_Try it_
Find all lines in the listing that include the word "edges", then copy them.
Segment Open
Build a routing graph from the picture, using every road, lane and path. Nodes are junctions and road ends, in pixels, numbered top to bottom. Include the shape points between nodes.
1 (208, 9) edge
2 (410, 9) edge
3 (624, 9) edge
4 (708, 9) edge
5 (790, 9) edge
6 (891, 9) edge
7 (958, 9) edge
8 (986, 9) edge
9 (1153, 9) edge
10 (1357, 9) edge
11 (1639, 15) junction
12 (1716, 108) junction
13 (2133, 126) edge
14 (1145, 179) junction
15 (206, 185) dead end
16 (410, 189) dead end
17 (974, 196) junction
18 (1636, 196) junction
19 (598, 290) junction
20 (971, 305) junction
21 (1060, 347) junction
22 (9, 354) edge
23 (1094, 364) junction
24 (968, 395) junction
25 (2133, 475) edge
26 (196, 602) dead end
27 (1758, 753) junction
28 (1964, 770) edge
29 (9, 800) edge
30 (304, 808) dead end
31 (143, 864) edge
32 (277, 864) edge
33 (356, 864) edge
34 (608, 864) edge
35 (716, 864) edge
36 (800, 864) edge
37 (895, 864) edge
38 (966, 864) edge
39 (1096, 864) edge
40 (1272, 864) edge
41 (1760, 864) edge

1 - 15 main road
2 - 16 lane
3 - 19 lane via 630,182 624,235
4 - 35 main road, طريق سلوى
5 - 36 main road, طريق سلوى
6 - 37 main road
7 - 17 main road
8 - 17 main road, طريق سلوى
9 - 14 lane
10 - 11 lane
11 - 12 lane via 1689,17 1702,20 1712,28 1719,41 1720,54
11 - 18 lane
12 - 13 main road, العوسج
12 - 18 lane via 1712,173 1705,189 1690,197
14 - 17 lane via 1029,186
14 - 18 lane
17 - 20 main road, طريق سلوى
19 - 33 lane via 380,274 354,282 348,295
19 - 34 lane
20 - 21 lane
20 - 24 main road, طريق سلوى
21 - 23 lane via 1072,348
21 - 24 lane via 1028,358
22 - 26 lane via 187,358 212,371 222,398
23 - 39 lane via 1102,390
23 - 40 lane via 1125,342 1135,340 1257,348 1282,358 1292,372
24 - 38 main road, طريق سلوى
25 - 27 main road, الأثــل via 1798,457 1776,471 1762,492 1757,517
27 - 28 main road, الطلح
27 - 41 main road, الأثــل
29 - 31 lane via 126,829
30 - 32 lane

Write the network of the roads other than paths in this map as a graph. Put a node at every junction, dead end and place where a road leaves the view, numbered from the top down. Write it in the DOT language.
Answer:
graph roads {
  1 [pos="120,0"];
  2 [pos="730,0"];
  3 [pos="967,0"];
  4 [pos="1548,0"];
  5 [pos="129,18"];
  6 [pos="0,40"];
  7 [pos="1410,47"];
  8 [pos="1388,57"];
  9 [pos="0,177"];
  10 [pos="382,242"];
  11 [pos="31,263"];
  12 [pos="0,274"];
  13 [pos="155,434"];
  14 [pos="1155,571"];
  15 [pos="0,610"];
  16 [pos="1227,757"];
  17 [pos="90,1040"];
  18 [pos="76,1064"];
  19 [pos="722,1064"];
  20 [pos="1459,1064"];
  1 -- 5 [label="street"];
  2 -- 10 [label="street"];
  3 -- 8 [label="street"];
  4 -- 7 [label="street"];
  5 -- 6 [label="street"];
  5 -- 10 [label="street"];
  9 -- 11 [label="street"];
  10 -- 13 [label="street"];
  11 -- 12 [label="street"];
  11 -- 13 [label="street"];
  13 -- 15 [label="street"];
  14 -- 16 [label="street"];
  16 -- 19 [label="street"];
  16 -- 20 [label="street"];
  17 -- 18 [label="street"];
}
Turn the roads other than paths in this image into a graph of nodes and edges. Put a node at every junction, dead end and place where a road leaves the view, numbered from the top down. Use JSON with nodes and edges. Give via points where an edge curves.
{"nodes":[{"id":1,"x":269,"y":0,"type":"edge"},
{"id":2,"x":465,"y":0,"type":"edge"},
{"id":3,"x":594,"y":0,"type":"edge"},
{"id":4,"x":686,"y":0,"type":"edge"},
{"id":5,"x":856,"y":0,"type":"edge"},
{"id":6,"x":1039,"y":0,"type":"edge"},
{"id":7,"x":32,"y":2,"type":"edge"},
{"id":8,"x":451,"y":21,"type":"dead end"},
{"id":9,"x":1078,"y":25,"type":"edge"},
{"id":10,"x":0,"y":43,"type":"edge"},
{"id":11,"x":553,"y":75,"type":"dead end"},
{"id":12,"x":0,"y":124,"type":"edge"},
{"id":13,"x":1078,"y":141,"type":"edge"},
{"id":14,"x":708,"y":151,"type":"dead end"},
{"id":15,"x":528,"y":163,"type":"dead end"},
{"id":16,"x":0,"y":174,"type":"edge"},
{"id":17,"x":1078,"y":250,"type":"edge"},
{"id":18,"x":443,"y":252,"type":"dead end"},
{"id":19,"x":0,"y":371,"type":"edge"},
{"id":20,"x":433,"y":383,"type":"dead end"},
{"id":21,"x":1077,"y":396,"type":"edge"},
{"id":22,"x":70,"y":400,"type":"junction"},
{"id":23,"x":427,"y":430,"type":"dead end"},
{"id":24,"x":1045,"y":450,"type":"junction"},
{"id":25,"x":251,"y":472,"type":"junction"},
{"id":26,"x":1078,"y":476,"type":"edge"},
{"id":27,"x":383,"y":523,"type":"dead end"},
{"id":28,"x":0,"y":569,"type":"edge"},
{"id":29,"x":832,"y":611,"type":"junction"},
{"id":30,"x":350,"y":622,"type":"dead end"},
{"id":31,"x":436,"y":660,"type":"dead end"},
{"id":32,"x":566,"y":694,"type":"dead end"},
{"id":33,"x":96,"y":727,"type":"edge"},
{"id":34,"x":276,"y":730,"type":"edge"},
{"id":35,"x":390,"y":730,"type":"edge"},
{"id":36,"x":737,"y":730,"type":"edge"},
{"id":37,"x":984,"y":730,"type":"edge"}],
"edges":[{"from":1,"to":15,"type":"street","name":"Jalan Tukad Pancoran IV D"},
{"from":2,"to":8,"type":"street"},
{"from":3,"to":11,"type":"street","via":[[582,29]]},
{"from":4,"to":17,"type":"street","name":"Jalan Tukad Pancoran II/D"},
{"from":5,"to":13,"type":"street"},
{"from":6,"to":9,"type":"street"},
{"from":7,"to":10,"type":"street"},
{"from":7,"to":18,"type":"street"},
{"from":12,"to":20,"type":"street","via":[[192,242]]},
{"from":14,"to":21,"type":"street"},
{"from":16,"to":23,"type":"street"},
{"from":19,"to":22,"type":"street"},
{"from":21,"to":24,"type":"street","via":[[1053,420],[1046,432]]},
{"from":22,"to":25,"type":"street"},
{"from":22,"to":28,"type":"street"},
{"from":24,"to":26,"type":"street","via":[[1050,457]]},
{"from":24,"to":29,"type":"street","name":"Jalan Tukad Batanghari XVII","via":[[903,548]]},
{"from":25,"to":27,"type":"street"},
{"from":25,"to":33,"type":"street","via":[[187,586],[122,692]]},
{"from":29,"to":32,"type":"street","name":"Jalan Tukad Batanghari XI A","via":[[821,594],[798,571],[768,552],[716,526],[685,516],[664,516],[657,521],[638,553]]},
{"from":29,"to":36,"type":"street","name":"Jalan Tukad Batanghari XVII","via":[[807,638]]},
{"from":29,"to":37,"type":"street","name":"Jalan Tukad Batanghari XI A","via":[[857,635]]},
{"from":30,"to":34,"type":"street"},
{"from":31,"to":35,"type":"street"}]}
Segment Closed
_Written response_
Turn the roads other than paths in this image into a graph of nodes and edges. Put a node at every junction, dead end and place where a road leaves the view, numbered from the top down. Use JSON with nodes and edges. Give via points where an edge curves.
"edges":[{"from":1,"to":15,"type":"street","name":"Jalan Tukad Pancoran IV D"},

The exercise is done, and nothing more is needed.